Assignment:
Please repeat the whole listing verbatim.

Records to use:
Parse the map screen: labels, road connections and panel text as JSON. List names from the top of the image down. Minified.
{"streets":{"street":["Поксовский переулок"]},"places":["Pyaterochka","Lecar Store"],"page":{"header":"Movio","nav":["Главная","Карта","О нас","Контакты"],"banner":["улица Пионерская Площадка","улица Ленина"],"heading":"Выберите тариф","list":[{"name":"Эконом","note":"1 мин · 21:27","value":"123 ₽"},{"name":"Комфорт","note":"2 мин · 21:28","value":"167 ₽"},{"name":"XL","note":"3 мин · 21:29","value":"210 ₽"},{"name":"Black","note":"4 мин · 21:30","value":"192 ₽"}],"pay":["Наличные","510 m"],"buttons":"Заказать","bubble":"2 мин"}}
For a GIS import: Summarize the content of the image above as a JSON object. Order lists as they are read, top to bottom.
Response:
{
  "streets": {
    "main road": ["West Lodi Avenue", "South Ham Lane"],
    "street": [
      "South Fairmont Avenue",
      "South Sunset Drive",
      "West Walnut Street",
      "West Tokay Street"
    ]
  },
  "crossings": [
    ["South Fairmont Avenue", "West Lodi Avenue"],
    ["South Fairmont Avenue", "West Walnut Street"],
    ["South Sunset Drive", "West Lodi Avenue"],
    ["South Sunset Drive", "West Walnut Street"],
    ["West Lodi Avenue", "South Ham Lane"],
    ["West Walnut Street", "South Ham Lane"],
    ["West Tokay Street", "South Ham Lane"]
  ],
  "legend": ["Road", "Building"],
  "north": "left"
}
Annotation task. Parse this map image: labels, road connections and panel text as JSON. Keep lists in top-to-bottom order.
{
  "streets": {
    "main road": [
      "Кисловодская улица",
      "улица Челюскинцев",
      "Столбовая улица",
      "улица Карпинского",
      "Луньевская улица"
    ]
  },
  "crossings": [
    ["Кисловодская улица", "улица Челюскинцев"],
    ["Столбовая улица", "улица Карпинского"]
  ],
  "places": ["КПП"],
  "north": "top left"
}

Output:
Parse the map screen: labels, road connections and panel text as JSON. List names from the top of the image down. Minified.
{"streets":{"street":["Поксовский переулок"]},"places":["Pyaterochka","Lecar Store"],"page":{"header":"Movio","nav":["Главная","Карта","О нас","Контакты"],"banner":["улица Пионерская Площадка","улица Ленина"],"heading":"Выберите тариф","list":[{"name":"Эконом","note":"1 мин · 21:27","value":"123 ₽"},{"name":"Комфорт","note":"2 мин · 21:28","value":"167 ₽"},{"name":"XL","note":"3 мин · 21:29","value":"210 ₽"},{"name":"Black","note":"4 мин · 21:30","value":"192 ₽"}],"pay":["Наличные","510 m"],"buttons":"Заказать","bubble":"2 мин"}}
For a GIS import: Summarize the content of the image above as a JSON object. Order lists as they are read, top to bottom.
Response:
{
  "streets": {
    "main road": ["West Lodi Avenue", "South Ham Lane"],
    "street": [
      "South Fairmont Avenue",
      "South Sunset Drive",
      "West Walnut Street",
      "West Tokay Street"
    ]
  },
  "crossings": [
    ["South Fairmont Avenue", "West Lodi Avenue"],
    ["South Fairmont Avenue", "West Walnut Street"],
    ["South Sunset Drive", "West Lodi Avenue"],
    ["South Sunset Drive", "West Walnut Street"],
    ["West Lodi Avenue", "South Ham Lane"],
    ["West Walnut Street", "South Ham Lane"],
    ["West Tokay Street", "South Ham Lane"]
  ],
  "legend": ["Road", "Building"],
  "north": "left"
}
Annotation task. Parse this map image: labels, road connections and panel text as JSON. Keep lists in top-to-bottom order.
{
  "streets": {
    "main road": [
      "Кисловодская улица",
      "улица Челюскинцев",
      "Столбовая улица",
      "улица Карпинского",
      "Луньевская улица"
    ]
  },
  "crossings": [
    ["Кисловодская улица", "улица Челюскинцев"],
    ["Столбовая улица", "улица Карпинского"]
  ],
  "places": ["КПП"],
  "north": "top left"
}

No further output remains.